» ABOUT THIS TASK: Each entry that follows must be output without any deviation.

---------- DATA RECORDS

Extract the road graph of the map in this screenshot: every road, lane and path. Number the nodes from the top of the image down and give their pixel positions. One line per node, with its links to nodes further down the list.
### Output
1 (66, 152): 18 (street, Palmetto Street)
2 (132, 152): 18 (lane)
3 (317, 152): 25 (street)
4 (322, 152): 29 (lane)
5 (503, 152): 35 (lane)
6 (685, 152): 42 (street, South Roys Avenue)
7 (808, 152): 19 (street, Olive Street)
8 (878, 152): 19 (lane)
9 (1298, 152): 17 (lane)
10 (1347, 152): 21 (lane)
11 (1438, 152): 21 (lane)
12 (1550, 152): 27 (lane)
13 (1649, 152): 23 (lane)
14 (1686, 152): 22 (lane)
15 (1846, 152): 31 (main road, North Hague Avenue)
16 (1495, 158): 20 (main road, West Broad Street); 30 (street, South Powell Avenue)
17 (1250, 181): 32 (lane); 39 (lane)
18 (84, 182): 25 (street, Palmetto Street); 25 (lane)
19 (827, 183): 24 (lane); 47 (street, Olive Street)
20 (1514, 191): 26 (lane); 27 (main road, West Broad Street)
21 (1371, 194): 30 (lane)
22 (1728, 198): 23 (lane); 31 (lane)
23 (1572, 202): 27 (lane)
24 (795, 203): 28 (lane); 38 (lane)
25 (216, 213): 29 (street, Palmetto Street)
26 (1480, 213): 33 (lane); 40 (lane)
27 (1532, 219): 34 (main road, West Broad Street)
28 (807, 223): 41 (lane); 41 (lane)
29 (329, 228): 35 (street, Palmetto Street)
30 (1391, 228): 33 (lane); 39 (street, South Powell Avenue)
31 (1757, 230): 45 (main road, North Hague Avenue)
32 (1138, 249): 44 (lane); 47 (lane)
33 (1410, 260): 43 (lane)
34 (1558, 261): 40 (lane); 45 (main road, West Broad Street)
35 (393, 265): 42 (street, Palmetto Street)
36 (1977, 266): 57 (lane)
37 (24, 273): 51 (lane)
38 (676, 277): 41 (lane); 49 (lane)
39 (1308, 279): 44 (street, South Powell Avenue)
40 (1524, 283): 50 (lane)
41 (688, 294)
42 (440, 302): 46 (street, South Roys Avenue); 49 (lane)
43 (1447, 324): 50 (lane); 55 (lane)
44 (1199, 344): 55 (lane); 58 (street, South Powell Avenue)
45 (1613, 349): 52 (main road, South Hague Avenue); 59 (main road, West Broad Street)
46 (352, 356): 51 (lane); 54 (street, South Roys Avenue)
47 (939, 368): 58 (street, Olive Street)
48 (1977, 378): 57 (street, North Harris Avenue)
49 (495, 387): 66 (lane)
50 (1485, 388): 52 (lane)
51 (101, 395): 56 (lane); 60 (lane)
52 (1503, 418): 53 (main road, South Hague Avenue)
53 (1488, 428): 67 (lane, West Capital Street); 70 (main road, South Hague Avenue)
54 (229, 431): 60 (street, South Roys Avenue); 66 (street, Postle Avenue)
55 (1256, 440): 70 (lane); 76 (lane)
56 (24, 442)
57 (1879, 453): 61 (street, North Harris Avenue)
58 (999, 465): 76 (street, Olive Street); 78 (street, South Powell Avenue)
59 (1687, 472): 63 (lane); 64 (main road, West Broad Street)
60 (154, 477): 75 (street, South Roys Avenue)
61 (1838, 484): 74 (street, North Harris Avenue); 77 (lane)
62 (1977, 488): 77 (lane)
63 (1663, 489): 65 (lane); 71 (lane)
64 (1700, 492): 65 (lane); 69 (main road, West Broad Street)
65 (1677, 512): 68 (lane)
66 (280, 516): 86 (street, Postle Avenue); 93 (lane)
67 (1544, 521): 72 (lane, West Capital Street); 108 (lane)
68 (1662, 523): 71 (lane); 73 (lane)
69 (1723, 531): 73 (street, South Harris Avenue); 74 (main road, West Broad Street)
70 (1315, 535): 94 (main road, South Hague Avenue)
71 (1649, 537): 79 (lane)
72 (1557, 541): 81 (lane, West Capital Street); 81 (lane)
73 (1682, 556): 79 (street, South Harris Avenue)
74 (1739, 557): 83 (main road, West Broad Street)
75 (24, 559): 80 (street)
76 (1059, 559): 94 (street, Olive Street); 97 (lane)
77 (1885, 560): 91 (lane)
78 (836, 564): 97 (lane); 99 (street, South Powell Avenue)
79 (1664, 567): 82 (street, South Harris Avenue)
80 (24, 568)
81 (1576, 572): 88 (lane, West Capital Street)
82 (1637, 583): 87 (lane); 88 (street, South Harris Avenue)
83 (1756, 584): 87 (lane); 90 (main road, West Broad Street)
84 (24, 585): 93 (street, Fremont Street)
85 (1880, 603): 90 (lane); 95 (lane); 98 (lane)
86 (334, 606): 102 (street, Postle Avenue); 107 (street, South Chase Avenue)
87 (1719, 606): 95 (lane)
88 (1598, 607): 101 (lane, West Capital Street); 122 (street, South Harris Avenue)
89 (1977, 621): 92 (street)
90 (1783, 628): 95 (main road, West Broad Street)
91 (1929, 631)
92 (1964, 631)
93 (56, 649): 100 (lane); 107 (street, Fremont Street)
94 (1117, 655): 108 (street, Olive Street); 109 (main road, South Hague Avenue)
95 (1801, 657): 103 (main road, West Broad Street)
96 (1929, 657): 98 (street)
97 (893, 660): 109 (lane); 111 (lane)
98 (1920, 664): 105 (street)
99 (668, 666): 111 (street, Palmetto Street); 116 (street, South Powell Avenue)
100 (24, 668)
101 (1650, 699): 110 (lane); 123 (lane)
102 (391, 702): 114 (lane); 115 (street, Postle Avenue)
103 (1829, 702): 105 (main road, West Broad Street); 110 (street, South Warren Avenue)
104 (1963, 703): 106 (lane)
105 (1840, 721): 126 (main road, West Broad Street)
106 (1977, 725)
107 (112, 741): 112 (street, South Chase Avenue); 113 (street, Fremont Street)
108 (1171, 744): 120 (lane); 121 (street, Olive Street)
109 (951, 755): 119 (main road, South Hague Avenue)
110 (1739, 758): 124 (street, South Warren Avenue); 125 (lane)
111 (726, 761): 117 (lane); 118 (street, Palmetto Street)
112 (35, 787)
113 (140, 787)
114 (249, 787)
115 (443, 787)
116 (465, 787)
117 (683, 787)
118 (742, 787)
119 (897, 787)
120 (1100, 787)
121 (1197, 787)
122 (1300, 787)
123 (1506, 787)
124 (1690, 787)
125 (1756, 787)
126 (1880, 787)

--------------------

» RESPONSE TO THIS EXERCISE:
Extract the road graph of the map in this screenshot: every road, lane and path. Number the nodes from the top of the image down and give their pixel positions. One line per node, with its links to nodes further down the list.
### Output
1 (66, 152): 18 (street, Palmetto Street)
2 (132, 152): 18 (lane)
3 (317, 152): 25 (street)
4 (322, 152): 29 (lane)
5 (503, 152): 35 (lane)
6 (685, 152): 42 (street, South Roys Avenue)
7 (808, 152): 19 (street, Olive Street)
8 (878, 152): 19 (lane)
9 (1298, 152): 17 (lane)
10 (1347, 152): 21 (lane)
11 (1438, 152): 21 (lane)
12 (1550, 152): 27 (lane)
13 (1649, 152): 23 (lane)
14 (1686, 152): 22 (lane)
15 (1846, 152): 31 (main road, North Hague Avenue)
16 (1495, 158): 20 (main road, West Broad Street); 30 (street, South Powell Avenue)
17 (1250, 181): 32 (lane); 39 (lane)
18 (84, 182): 25 (street, Palmetto Street); 25 (lane)
19 (827, 183): 24 (lane); 47 (street, Olive Street)
20 (1514, 191): 26 (lane); 27 (main road, West Broad Street)
21 (1371, 194): 30 (lane)
22 (1728, 198): 23 (lane); 31 (lane)
23 (1572, 202): 27 (lane)
24 (795, 203): 28 (lane); 38 (lane)
25 (216, 213): 29 (street, Palmetto Street)
26 (1480, 213): 33 (lane); 40 (lane)
27 (1532, 219): 34 (main road, West Broad Street)
28 (807, 223): 41 (lane); 41 (lane)
29 (329, 228): 35 (street, Palmetto Street)
30 (1391, 228): 33 (lane); 39 (street, South Powell Avenue)
31 (1757, 230): 45 (main road, North Hague Avenue)
32 (1138, 249): 44 (lane); 47 (lane)
33 (1410, 260): 43 (lane)
34 (1558, 261): 40 (lane); 45 (main road, West Broad Street)
35 (393, 265): 42 (street, Palmetto Street)
36 (1977, 266): 57 (lane)
37 (24, 273): 51 (lane)
38 (676, 277): 41 (lane); 49 (lane)
39 (1308, 279): 44 (street, South Powell Avenue)
40 (1524, 283): 50 (lane)
41 (688, 294)
42 (440, 302): 46 (street, South Roys Avenue); 49 (lane)
43 (1447, 324): 50 (lane); 55 (lane)
44 (1199, 344): 55 (lane); 58 (street, South Powell Avenue)
45 (1613, 349): 52 (main road, South Hague Avenue); 59 (main road, West Broad Street)
46 (352, 356): 51 (lane); 54 (street, South Roys Avenue)
47 (939, 368): 58 (street, Olive Street)
48 (1977, 378): 57 (street, North Harris Avenue)
49 (495, 387): 66 (lane)
50 (1485, 388): 52 (lane)
51 (101, 395): 56 (lane); 60 (lane)
52 (1503, 418): 53 (main road, South Hague Avenue)
53 (1488, 428): 67 (lane, West Capital Street); 70 (main road, South Hague Avenue)
54 (229, 431): 60 (street, South Roys Avenue); 66 (street, Postle Avenue)
55 (1256, 440): 70 (lane); 76 (lane)
56 (24, 442)
57 (1879, 453): 61 (street, North Harris Avenue)
58 (999, 465): 76 (street, Olive Street); 78 (street, South Powell Avenue)
59 (1687, 472): 63 (lane); 64 (main road, West Broad Street)
60 (154, 477): 75 (street, South Roys Avenue)
61 (1838, 484): 74 (street, North Harris Avenue); 77 (lane)
62 (1977, 488): 77 (lane)
63 (1663, 489): 65 (lane); 71 (lane)
64 (1700, 492): 65 (lane); 69 (main road, West Broad Street)
65 (1677, 512): 68 (lane)
66 (280, 516): 86 (street, Postle Avenue); 93 (lane)
67 (1544, 521): 72 (lane, West Capital Street); 108 (lane)
68 (1662, 523): 71 (lane); 73 (lane)
69 (1723, 531): 73 (street, South Harris Avenue); 74 (main road, West Broad Street)
70 (1315, 535): 94 (main road, South Hague Avenue)
71 (1649, 537): 79 (lane)
72 (1557, 541): 81 (lane, West Capital Street); 81 (lane)
73 (1682, 556): 79 (street, South Harris Avenue)
74 (1739, 557): 83 (main road, West Broad Street)
75 (24, 559): 80 (street)
76 (1059, 559): 94 (street, Olive Street); 97 (lane)
77 (1885, 560): 91 (lane)
78 (836, 564): 97 (lane); 99 (street, South Powell Avenue)
79 (1664, 567): 82 (street, South Harris Avenue)
80 (24, 568)
81 (1576, 572): 88 (lane, West Capital Street)
82 (1637, 583): 87 (lane); 88 (street, South Harris Avenue)
83 (1756, 584): 87 (lane); 90 (main road, West Broad Street)
84 (24, 585): 93 (street, Fremont Street)
85 (1880, 603): 90 (lane); 95 (lane); 98 (lane)
86 (334, 606): 102 (street, Postle Avenue); 107 (street, South Chase Avenue)
87 (1719, 606): 95 (lane)
88 (1598, 607): 101 (lane, West Capital Street); 122 (street, South Harris Avenue)
89 (1977, 621): 92 (street)
90 (1783, 628): 95 (main road, West Broad Street)
91 (1929, 631)
92 (1964, 631)
93 (56, 649): 100 (lane); 107 (street, Fremont Street)
94 (1117, 655): 108 (street, Olive Street); 109 (main road, South Hague Avenue)
95 (1801, 657): 103 (main road, West Broad Street)
96 (1929, 657): 98 (street)
97 (893, 660): 109 (lane); 111 (lane)
98 (1920, 664): 105 (street)
99 (668, 666): 111 (street, Palmetto Street); 116 (street, South Powell Avenue)
100 (24, 668)
101 (1650, 699): 110 (lane); 123 (lane)
102 (391, 702): 114 (lane); 115 (street, Postle Avenue)
103 (1829, 702): 105 (main road, West Broad Street); 110 (street, South Warren Avenue)
104 (1963, 703): 106 (lane)
105 (1840, 721): 126 (main road, West Broad Street)
106 (1977, 725)
107 (112, 741): 112 (street, South Chase Avenue); 113 (street, Fremont Street)
108 (1171, 744): 120 (lane); 121 (street, Olive Street)
109 (951, 755): 119 (main road, South Hague Avenue)
110 (1739, 758): 124 (street, South Warren Avenue); 125 (lane)
111 (726, 761): 117 (lane); 118 (street, Palmetto Street)
112 (35, 787)
113 (140, 787)
114 (249, 787)
115 (443, 787)
116 (465, 787)
117 (683, 787)
118 (742, 787)
119 (897, 787)
120 (1100, 787)
121 (1197, 787)
122 (1300, 787)
123 (1506, 787)
124 (1690, 787)
125 (1756, 787)
126 (1880, 787)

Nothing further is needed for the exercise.